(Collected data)
◇ ◇ ◇ ◇

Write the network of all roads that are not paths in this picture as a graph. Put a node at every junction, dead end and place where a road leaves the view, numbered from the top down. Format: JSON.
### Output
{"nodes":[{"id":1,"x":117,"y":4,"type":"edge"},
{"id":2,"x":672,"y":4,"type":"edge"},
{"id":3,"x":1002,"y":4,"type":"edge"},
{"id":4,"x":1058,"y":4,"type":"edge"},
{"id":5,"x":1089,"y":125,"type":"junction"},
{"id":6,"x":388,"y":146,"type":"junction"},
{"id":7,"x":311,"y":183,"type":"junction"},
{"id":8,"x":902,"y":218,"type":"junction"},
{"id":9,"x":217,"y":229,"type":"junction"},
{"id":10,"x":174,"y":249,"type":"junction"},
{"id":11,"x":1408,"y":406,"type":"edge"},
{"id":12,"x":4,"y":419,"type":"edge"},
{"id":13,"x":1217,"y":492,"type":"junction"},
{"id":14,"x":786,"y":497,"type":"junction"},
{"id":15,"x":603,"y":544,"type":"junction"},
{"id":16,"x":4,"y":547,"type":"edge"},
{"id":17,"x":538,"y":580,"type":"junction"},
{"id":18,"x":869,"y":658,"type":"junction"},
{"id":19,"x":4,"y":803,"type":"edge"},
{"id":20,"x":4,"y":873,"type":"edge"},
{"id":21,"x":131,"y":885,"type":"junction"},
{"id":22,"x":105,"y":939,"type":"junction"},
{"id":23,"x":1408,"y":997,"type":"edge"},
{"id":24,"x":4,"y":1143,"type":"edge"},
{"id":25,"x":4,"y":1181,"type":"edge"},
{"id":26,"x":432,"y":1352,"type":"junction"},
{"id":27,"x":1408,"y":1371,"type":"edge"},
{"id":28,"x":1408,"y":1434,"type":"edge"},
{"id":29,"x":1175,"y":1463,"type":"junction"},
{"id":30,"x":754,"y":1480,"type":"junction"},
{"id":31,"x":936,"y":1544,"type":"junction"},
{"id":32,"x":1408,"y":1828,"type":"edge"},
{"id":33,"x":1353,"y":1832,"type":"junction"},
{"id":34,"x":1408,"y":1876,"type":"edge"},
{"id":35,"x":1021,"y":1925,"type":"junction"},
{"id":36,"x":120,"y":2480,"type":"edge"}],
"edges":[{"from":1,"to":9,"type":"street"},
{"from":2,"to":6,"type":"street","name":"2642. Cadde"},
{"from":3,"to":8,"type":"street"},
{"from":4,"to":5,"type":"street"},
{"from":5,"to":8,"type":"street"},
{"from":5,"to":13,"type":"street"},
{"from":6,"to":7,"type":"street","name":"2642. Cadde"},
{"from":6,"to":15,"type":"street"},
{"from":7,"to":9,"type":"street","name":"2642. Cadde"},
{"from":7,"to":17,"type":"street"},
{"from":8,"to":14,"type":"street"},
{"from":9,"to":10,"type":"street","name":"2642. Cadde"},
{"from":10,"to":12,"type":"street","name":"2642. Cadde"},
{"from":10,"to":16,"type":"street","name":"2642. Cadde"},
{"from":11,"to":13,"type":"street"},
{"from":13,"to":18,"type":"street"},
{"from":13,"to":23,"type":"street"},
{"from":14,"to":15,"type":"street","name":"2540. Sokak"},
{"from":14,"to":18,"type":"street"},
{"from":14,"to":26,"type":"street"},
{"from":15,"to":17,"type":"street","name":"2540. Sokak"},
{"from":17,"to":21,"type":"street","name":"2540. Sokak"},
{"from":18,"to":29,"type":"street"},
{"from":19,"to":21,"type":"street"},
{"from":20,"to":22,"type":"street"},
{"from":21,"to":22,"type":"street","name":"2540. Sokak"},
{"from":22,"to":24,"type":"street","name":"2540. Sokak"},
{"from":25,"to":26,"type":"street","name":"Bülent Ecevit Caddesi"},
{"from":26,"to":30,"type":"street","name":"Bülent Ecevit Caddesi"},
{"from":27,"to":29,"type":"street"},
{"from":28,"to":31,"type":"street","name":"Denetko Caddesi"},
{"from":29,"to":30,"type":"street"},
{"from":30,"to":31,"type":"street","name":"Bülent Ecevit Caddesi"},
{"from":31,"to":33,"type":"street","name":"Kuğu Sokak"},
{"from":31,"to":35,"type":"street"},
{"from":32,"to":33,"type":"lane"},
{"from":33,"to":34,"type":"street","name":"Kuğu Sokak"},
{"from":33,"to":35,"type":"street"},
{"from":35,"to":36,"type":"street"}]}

◇ ◇ ◇ ◇

**WHAT YOU SHOULD DO:**
Please give an exact copy of every entry.

**TASK SOLUTION:**
Write the network of all roads that are not paths in this picture as a graph. Put a node at every junction, dead end and place where a road leaves the view, numbered from the top down. Format: JSON.
### Output
{"nodes":[{"id":1,"x":117,"y":4,"type":"edge"},
{"id":2,"x":672,"y":4,"type":"edge"},
{"id":3,"x":1002,"y":4,"type":"edge"},
{"id":4,"x":1058,"y":4,"type":"edge"},
{"id":5,"x":1089,"y":125,"type":"junction"},
{"id":6,"x":388,"y":146,"type":"junction"},
{"id":7,"x":311,"y":183,"type":"junction"},
{"id":8,"x":902,"y":218,"type":"junction"},
{"id":9,"x":217,"y":229,"type":"junction"},
{"id":10,"x":174,"y":249,"type":"junction"},
{"id":11,"x":1408,"y":406,"type":"edge"},
{"id":12,"x":4,"y":419,"type":"edge"},
{"id":13,"x":1217,"y":492,"type":"junction"},
{"id":14,"x":786,"y":497,"type":"junction"},
{"id":15,"x":603,"y":544,"type":"junction"},
{"id":16,"x":4,"y":547,"type":"edge"},
{"id":17,"x":538,"y":580,"type":"junction"},
{"id":18,"x":869,"y":658,"type":"junction"},
{"id":19,"x":4,"y":803,"type":"edge"},
{"id":20,"x":4,"y":873,"type":"edge"},
{"id":21,"x":131,"y":885,"type":"junction"},
{"id":22,"x":105,"y":939,"type":"junction"},
{"id":23,"x":1408,"y":997,"type":"edge"},
{"id":24,"x":4,"y":1143,"type":"edge"},
{"id":25,"x":4,"y":1181,"type":"edge"},
{"id":26,"x":432,"y":1352,"type":"junction"},
{"id":27,"x":1408,"y":1371,"type":"edge"},
{"id":28,"x":1408,"y":1434,"type":"edge"},
{"id":29,"x":1175,"y":1463,"type":"junction"},
{"id":30,"x":754,"y":1480,"type":"junction"},
{"id":31,"x":936,"y":1544,"type":"junction"},
{"id":32,"x":1408,"y":1828,"type":"edge"},
{"id":33,"x":1353,"y":1832,"type":"junction"},
{"id":34,"x":1408,"y":1876,"type":"edge"},
{"id":35,"x":1021,"y":1925,"type":"junction"},
{"id":36,"x":120,"y":2480,"type":"edge"}],
"edges":[{"from":1,"to":9,"type":"street"},
{"from":2,"to":6,"type":"street","name":"2642. Cadde"},
{"from":3,"to":8,"type":"street"},
{"from":4,"to":5,"type":"street"},
{"from":5,"to":8,"type":"street"},
{"from":5,"to":13,"type":"street"},
{"from":6,"to":7,"type":"street","name":"2642. Cadde"},
{"from":6,"to":15,"type":"street"},
{"from":7,"to":9,"type":"street","name":"2642. Cadde"},
{"from":7,"to":17,"type":"street"},
{"from":8,"to":14,"type":"street"},
{"from":9,"to":10,"type":"street","name":"2642. Cadde"},
{"from":10,"to":12,"type":"street","name":"2642. Cadde"},
{"from":10,"to":16,"type":"street","name":"2642. Cadde"},
{"from":11,"to":13,"type":"street"},
{"from":13,"to":18,"type":"street"},
{"from":13,"to":23,"type":"street"},
{"from":14,"to":15,"type":"street","name":"2540. Sokak"},
{"from":14,"to":18,"type":"street"},
{"from":14,"to":26,"type":"street"},
{"from":15,"to":17,"type":"street","name":"2540. Sokak"},
{"from":17,"to":21,"type":"street","name":"2540. Sokak"},
{"from":18,"to":29,"type":"street"},
{"from":19,"to":21,"type":"street"},
{"from":20,"to":22,"type":"street"},
{"from":21,"to":22,"type":"street","name":"2540. Sokak"},
{"from":22,"to":24,"type":"street","name":"2540. Sokak"},
{"from":25,"to":26,"type":"street","name":"Bülent Ecevit Caddesi"},
{"from":26,"to":30,"type":"street","name":"Bülent Ecevit Caddesi"},
{"from":27,"to":29,"type":"street"},
{"from":28,"to":31,"type":"street","name":"Denetko Caddesi"},
{"from":29,"to":30,"type":"street"},
{"from":30,"to":31,"type":"street","name":"Bülent Ecevit Caddesi"},
{"from":31,"to":33,"type":"street","name":"Kuğu Sokak"},
{"from":31,"to":35,"type":"street"},
{"from":32,"to":33,"type":"lane"},
{"from":33,"to":34,"type":"street","name":"Kuğu Sokak"},
{"from":33,"to":35,"type":"street"},
{"from":35,"to":36,"type":"street"}]}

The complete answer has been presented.